Mol Immunol. 2006 May;43(12):1993-2001. doi: 10.1016/j.molimm.2005.11.012. Epub 2006 Jan 19.
Previously we proposed that stretches of alternating Lys(K) and Glu(E) in polypeptides promote the expression of nearby sequences on Class I molecules [Realini, C., Rogers, S.W., Rechsteiner, M., 1994. KEKE motifs. Proposed roles in protein-protein association and presentation of peptides by MHC class I receptors. FEBS Lett. 348, 109-113]. As a test of the KEKE hypothesis we have employed osmotic lysis of pinosomes and transfection to introduce or express various ubiquitin peptide fusion proteins in the cytosol of wild type and PA28alphabetagamma- mouse embryo fibroblasts. KEKE or non-KEKE motifs were placed between ubiquitin and the OVA epitope SIINFEKL that was at or near the C-termini of the various fusion proteins. Measurements of surface Kb-SIINFEKL complexes using the monoclonal antibody 25.-D1.16 allowed us to assess the effects of upstream KEKE motifs and PA28 status on SIINFEKL surface presentation. KEKE motifs did not enhance presentation of the OVA epitope. However, our studies did confirm that PA28alphabeta is needed for efficient SIINFEKL surface expression when hsp90 is inhibited.

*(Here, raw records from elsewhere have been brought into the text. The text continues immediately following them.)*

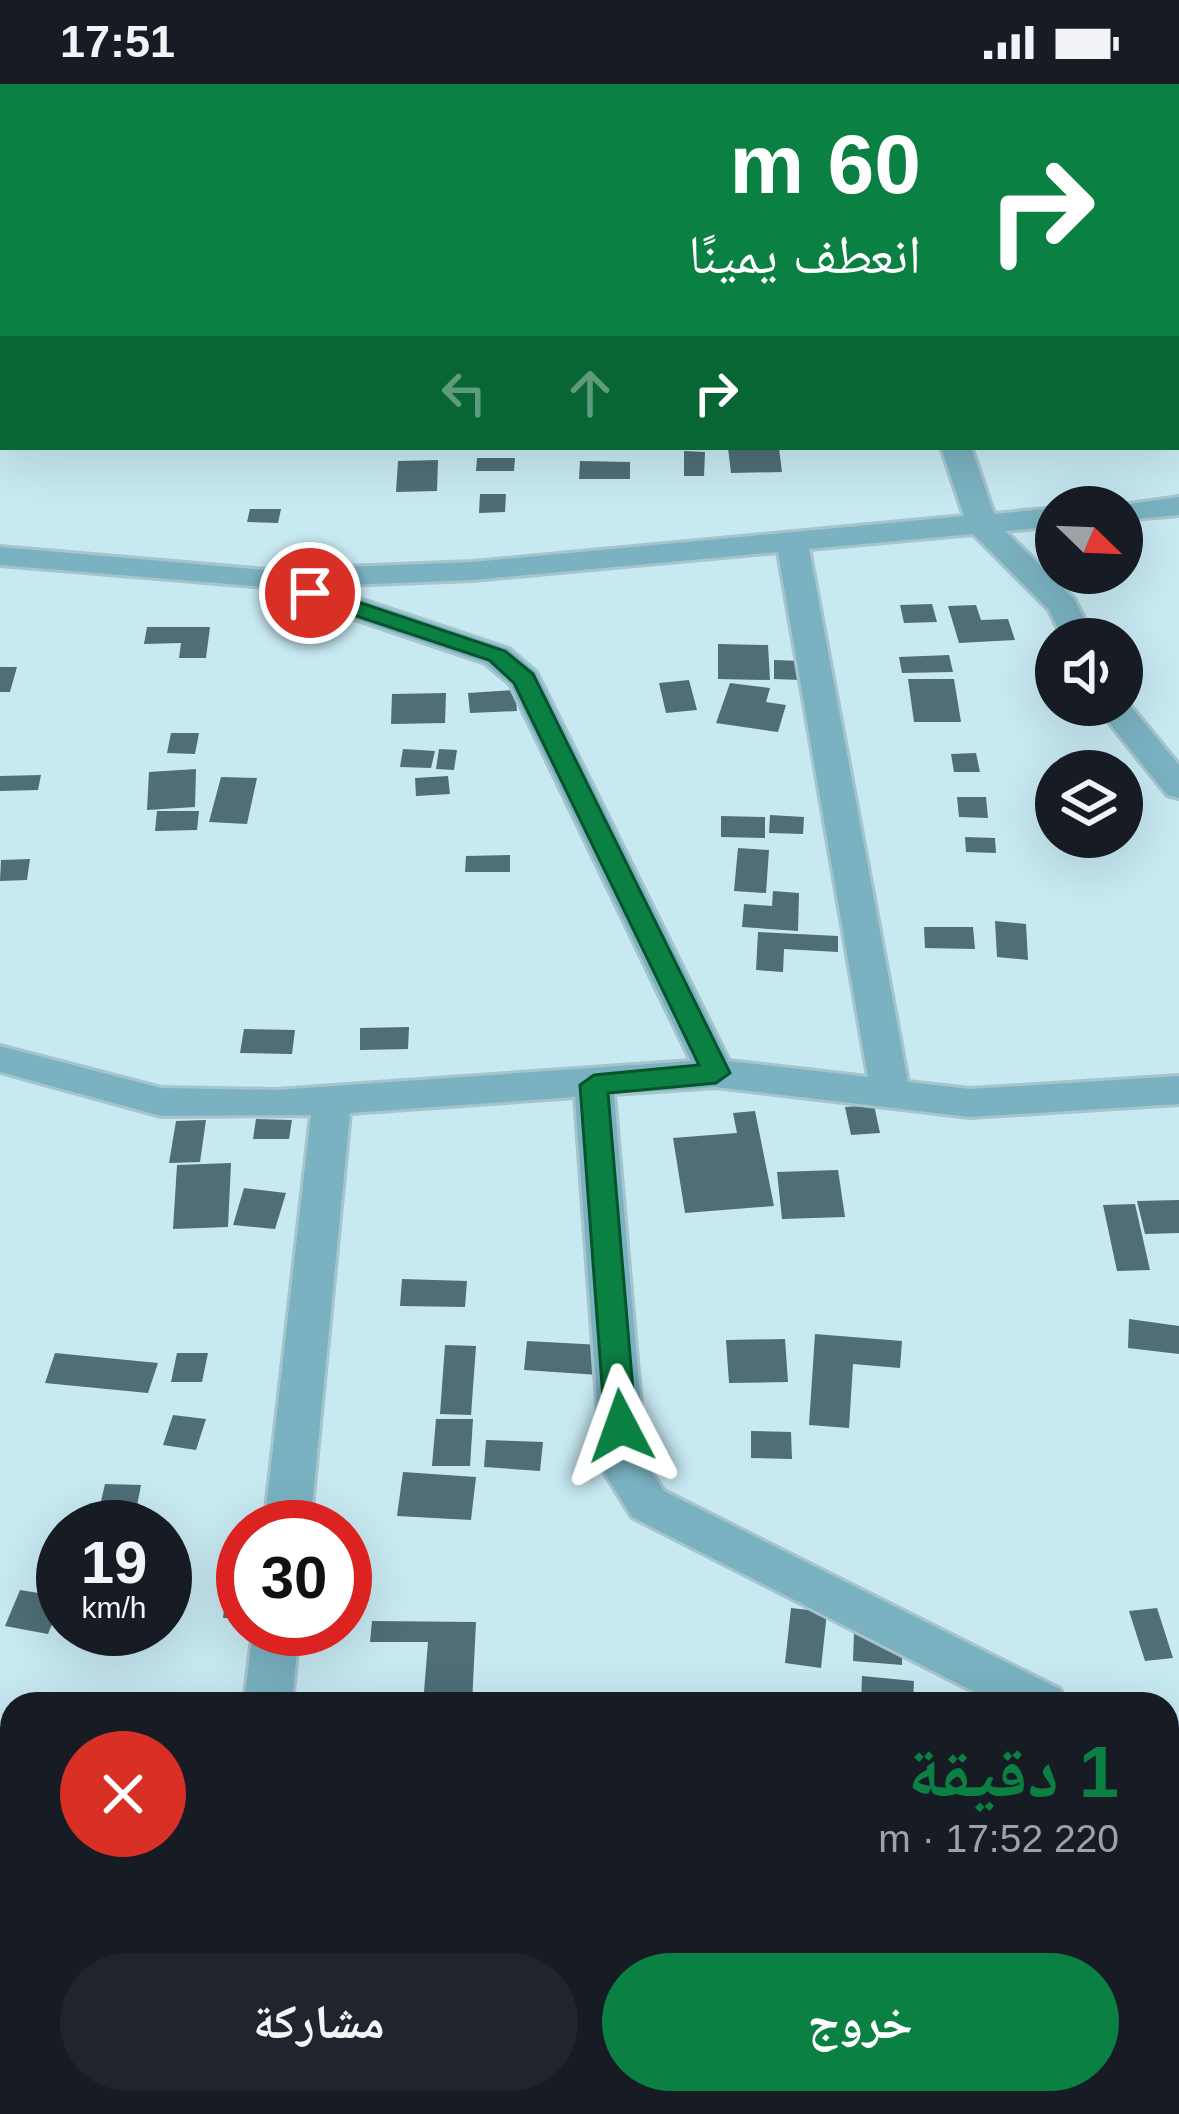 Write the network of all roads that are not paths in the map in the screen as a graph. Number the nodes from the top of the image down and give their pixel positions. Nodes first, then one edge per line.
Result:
1 (957, 450) edge
2 (1179, 506) edge
3 (1143, 509) edge
4 (1035, 519) edge
5 (982, 525) junction
6 (792, 542) junction
7 (0, 556) edge
8 (266, 579) junction
9 (1069, 618) edge
10 (1129, 726) edge
11 (1179, 787) edge
12 (0, 1059) edge
13 (716, 1073) junction
14 (594, 1085) junction
15 (1179, 1090) edge
16 (891, 1096) junction
17 (332, 1098) junction
18 (290, 1500) edge
19 (273, 1656) edge
20 (269, 1692) edge
21 (1019, 1692) edge

1 - 5 street
2 - 3 street
4 - 5 street
5 - 6 street
5 - 9 street
6 - 8 street
6 - 16 street
7 - 8 street
8 - 13 street
10 - 11 street
12 - 17 street
13 - 14 street
13 - 16 street
14 - 17 street
14 - 21 street
15 - 16 street
17 - 18 street
19 - 20 street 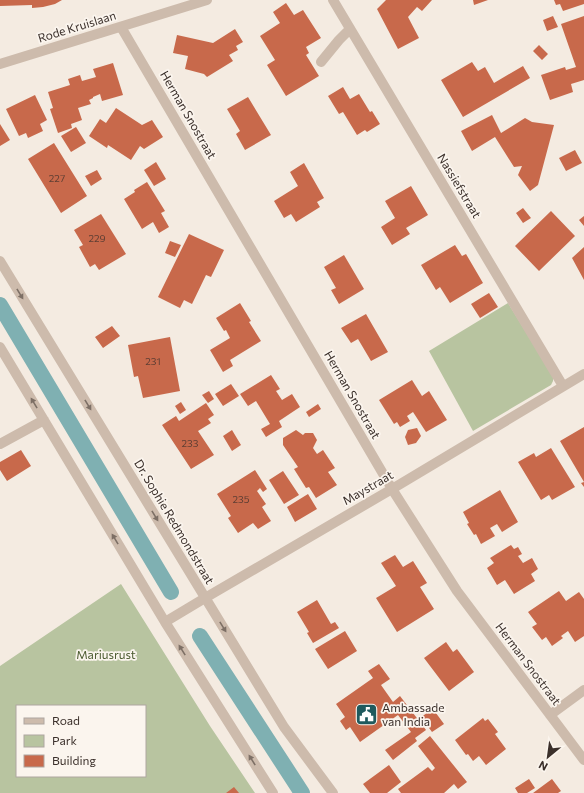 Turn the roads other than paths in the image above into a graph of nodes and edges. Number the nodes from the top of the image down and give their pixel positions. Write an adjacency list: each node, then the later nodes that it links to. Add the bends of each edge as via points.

此前我们提出,多肽中交替出现的赖氨酸(K)和谷氨酸(E)片段可促进I类分子上附近序列的表达[雷亚利尼,C.,罗杰斯,S.W.,雷施泰纳,M.,1994年。KEKE基序。在蛋白质-蛋白质结合以及MHC I类受体呈递肽段中的假定作用。《欧洲生物化学学会联合会快报》348,109 - 113]。作为对KEKE假说的一项检验,我们利用吞噬体的渗透裂解和转染,在野生型和PA28αβγ-小鼠胚胎成纤维细胞的胞质溶胶中引入或表达各种泛素肽融合蛋白。KEKE或非KEKE基序被置于泛素与各种融合蛋白C末端处或附近的OVA表位SIINFEKL之间。使用单克隆抗体25.-D1.16对表面Kb - SIINFEKL复合物进行测量,使我们能够评估上游KEKE基序和PA28状态对SIINFEKL表面呈递的影响。KEKE基序并未增强OVA表位的呈递。然而,我们的研究确实证实,当hsp90受到抑制时,PA28αβ对于有效的SIINFEKL表面表达是必需的。